TASK TO CARRY OUT: Your answer should hold every line of the records below that contains the string "edges".
═══
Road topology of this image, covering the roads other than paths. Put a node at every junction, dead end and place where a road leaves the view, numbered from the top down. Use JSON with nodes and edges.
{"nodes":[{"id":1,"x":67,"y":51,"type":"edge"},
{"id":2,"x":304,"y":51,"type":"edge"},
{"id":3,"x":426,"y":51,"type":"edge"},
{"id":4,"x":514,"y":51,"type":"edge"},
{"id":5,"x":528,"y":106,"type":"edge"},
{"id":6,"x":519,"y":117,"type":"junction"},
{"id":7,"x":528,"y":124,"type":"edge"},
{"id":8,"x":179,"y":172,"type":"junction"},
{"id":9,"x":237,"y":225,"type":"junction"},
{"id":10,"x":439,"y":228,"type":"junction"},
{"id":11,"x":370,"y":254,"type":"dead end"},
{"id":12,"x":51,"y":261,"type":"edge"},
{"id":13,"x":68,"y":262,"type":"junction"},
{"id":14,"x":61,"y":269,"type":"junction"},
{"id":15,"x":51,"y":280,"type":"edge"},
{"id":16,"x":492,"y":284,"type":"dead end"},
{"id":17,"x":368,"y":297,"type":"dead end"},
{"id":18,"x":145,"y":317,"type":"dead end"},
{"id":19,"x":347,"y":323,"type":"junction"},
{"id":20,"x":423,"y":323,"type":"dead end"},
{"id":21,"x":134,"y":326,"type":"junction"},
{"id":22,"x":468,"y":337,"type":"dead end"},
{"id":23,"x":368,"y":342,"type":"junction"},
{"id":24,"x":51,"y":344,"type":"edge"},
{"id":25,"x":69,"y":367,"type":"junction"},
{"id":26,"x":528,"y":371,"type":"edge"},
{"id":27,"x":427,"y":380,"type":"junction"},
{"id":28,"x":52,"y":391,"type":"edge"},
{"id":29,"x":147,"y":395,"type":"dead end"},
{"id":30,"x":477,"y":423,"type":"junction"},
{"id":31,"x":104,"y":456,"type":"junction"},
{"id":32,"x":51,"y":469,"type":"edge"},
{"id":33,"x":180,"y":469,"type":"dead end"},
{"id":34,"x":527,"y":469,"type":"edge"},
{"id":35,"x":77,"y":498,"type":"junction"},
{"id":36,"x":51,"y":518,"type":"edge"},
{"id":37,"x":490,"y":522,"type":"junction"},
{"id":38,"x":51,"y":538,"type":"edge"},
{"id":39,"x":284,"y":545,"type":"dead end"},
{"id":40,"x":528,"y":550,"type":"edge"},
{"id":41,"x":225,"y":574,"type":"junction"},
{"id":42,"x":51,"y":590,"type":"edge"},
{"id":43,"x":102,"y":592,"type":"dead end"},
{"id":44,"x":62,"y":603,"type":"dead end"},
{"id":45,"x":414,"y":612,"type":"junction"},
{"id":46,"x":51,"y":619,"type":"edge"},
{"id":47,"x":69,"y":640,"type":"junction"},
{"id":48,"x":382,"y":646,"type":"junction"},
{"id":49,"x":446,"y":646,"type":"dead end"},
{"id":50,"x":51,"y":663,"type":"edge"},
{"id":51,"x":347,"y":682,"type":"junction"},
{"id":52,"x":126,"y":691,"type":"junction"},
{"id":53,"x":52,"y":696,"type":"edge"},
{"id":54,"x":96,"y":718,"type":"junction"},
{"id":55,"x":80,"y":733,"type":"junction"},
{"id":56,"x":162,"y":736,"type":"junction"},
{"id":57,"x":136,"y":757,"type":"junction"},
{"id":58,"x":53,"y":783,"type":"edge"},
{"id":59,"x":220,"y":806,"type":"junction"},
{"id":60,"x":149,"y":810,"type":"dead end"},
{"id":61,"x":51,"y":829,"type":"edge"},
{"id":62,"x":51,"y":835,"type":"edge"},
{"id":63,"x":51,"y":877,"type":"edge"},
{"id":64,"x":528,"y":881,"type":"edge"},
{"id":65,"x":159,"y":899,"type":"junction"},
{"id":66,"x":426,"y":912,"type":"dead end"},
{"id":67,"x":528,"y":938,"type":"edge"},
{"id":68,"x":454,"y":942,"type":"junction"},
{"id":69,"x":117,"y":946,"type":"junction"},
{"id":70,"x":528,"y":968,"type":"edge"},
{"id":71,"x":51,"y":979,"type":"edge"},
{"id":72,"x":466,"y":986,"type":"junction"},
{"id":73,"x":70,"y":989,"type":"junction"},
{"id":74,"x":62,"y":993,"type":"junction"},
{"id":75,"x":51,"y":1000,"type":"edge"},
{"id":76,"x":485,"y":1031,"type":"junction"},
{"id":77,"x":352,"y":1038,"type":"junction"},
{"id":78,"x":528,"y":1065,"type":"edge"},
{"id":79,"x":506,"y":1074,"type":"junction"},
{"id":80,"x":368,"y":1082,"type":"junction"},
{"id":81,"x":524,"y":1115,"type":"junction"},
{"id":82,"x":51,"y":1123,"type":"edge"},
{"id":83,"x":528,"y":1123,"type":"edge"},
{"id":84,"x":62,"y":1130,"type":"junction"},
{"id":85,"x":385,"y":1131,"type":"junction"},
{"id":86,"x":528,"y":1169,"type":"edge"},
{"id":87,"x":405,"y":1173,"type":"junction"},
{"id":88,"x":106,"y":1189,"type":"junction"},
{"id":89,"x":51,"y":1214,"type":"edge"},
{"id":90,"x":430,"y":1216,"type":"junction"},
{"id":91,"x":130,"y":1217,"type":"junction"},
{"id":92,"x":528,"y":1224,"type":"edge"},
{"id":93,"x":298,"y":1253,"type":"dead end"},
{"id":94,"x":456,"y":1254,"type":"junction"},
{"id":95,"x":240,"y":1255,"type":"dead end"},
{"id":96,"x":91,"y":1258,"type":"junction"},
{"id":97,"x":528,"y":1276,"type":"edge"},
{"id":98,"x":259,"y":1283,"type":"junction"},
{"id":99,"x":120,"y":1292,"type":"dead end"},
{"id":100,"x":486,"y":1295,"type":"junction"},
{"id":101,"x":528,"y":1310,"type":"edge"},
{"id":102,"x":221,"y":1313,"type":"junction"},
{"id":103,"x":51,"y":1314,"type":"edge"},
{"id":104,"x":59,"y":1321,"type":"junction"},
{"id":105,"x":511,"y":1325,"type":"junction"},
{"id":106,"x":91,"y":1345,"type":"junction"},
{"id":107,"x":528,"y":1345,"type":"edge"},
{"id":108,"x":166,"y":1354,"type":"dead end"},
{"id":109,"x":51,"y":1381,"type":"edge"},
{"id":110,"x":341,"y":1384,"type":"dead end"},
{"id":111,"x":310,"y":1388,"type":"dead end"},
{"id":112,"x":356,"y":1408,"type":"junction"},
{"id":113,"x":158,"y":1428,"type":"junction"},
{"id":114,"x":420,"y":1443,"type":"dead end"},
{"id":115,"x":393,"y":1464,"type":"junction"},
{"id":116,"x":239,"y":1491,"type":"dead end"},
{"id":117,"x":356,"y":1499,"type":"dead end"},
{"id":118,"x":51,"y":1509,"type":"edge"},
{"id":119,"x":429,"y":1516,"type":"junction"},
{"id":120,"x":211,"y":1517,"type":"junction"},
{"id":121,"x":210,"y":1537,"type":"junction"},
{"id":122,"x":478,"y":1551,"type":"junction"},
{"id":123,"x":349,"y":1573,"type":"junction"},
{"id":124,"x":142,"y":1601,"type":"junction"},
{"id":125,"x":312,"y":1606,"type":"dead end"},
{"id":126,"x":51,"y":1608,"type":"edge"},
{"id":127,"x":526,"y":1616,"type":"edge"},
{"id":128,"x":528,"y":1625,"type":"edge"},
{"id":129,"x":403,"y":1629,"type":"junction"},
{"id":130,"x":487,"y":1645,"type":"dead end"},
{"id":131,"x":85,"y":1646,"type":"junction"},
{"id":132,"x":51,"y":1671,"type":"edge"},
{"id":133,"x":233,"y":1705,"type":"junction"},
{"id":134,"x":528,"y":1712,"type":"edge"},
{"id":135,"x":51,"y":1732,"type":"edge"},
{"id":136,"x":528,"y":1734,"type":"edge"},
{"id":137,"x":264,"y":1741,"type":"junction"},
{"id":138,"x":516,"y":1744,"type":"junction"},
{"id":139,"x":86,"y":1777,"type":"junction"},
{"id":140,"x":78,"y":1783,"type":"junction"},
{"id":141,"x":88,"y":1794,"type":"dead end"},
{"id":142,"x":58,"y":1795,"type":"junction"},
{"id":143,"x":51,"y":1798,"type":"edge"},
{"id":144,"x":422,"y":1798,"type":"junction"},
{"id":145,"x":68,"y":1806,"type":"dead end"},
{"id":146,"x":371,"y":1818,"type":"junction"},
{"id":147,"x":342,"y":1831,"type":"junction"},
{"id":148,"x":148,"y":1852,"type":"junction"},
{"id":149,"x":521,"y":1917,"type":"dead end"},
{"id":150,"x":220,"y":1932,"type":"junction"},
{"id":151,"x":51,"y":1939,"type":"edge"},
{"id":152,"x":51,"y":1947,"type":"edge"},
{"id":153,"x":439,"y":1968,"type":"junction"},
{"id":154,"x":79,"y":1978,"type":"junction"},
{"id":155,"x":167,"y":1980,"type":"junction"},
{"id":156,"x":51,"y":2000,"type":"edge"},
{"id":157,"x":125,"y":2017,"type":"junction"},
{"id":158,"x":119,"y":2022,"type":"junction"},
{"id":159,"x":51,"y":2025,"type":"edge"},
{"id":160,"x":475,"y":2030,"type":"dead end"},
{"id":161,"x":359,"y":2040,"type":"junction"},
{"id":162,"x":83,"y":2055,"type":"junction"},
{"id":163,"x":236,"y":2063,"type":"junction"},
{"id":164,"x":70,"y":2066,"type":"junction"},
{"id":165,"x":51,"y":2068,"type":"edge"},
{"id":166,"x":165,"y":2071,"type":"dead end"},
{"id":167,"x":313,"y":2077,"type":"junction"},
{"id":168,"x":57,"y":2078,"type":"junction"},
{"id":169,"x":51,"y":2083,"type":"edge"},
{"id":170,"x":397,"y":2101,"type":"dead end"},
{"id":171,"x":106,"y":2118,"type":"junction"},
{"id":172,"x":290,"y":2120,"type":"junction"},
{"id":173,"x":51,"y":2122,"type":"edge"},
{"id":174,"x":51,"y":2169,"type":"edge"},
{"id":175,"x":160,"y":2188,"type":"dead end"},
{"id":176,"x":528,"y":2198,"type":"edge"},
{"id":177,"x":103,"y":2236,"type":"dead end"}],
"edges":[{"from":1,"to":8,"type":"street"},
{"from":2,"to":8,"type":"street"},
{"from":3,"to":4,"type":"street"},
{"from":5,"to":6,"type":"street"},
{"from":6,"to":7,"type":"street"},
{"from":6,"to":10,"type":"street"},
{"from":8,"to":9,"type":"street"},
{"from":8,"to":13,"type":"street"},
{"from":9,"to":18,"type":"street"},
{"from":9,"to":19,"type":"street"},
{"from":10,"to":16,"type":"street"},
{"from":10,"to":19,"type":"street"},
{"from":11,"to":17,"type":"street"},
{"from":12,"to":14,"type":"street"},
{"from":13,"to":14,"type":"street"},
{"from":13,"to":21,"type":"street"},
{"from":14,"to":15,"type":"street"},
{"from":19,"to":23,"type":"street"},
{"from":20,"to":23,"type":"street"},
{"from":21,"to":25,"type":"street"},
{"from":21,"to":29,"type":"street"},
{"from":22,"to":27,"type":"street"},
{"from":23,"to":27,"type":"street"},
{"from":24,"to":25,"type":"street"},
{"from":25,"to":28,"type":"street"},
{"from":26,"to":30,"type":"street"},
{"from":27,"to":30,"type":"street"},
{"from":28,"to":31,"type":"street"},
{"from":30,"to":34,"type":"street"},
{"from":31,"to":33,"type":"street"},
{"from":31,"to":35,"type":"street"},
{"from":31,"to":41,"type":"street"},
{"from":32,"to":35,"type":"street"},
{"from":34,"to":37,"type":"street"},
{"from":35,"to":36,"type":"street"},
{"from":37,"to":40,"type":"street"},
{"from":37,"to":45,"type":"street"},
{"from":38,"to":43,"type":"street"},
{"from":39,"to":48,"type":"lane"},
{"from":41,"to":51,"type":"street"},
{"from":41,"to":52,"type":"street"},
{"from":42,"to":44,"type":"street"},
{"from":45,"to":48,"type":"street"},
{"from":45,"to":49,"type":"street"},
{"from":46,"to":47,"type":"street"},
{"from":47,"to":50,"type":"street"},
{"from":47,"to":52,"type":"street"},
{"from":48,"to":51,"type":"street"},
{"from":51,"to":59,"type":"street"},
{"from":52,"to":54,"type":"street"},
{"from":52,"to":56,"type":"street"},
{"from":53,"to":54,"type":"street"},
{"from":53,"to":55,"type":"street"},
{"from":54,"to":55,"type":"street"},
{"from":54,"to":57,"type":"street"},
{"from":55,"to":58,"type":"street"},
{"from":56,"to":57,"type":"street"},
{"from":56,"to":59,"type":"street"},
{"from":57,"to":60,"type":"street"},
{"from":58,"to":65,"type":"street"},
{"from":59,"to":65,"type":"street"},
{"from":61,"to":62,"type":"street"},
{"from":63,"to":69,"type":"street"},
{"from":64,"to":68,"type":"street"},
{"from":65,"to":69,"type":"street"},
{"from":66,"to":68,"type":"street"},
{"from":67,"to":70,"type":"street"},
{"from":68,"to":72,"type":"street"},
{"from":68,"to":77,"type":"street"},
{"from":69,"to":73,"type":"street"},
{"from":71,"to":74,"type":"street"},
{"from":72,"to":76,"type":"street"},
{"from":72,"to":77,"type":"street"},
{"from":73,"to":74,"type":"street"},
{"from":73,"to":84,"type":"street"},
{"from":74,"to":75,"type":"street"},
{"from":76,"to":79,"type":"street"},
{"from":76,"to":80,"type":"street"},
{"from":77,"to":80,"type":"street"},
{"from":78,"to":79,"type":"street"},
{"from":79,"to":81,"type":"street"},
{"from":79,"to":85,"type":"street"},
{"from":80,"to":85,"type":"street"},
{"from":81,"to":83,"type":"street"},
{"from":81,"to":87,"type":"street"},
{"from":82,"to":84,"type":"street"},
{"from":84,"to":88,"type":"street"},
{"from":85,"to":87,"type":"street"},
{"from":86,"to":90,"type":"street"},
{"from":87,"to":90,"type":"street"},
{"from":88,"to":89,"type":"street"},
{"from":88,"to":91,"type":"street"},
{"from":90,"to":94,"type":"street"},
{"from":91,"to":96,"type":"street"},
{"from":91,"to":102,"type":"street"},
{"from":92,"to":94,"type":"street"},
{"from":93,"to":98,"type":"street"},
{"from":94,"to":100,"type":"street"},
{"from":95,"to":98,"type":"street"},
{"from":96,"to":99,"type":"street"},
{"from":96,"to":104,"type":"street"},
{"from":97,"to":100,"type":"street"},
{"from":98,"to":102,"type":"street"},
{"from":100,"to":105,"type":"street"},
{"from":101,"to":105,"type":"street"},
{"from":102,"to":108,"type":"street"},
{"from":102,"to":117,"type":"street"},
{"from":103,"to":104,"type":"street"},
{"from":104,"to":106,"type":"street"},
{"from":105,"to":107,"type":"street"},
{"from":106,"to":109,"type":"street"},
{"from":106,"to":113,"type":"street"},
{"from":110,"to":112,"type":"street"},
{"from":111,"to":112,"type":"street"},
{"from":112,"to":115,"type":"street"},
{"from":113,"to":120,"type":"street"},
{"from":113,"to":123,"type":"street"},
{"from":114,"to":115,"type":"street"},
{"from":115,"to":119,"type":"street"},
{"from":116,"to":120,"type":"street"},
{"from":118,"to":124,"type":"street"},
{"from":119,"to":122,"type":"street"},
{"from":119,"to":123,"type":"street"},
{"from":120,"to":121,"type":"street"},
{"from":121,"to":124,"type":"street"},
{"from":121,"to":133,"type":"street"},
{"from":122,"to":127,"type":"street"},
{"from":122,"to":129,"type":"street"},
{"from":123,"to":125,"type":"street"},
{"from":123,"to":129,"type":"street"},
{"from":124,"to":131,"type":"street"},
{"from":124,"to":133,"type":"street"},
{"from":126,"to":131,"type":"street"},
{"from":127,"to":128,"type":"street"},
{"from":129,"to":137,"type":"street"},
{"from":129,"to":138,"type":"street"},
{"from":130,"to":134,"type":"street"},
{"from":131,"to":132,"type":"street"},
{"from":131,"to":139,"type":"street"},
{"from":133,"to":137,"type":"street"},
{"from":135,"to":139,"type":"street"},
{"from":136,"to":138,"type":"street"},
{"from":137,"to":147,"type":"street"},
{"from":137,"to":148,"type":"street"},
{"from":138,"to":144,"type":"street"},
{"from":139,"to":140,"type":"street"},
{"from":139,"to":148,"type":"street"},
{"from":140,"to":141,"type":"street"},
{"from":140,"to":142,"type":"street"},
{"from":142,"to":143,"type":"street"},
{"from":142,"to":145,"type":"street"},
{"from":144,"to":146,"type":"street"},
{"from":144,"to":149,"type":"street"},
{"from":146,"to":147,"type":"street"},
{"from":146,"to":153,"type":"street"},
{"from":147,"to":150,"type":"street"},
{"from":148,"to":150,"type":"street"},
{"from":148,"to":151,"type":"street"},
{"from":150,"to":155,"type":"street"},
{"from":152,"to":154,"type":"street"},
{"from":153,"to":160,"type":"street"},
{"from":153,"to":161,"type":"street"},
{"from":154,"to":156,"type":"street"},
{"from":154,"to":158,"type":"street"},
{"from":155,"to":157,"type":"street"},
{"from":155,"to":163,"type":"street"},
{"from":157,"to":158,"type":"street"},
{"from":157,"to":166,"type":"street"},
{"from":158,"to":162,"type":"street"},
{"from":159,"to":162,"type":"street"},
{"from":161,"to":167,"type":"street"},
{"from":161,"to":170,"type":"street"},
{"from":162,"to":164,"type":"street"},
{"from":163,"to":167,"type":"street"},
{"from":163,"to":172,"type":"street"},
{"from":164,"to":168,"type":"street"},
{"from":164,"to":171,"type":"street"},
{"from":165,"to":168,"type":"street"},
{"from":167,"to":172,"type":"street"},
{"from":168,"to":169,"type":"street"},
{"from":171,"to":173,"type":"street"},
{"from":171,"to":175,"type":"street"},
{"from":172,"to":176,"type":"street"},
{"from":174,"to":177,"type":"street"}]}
═══
SOLUTION TO THE PROBLEM:
Road topology of this image, covering the roads other than paths. Put a node at every junction, dead end and place where a road leaves the view, numbered from the top down. Use JSON with nodes and edges.
"edges":[{"from":1,"to":8,"type":"street"},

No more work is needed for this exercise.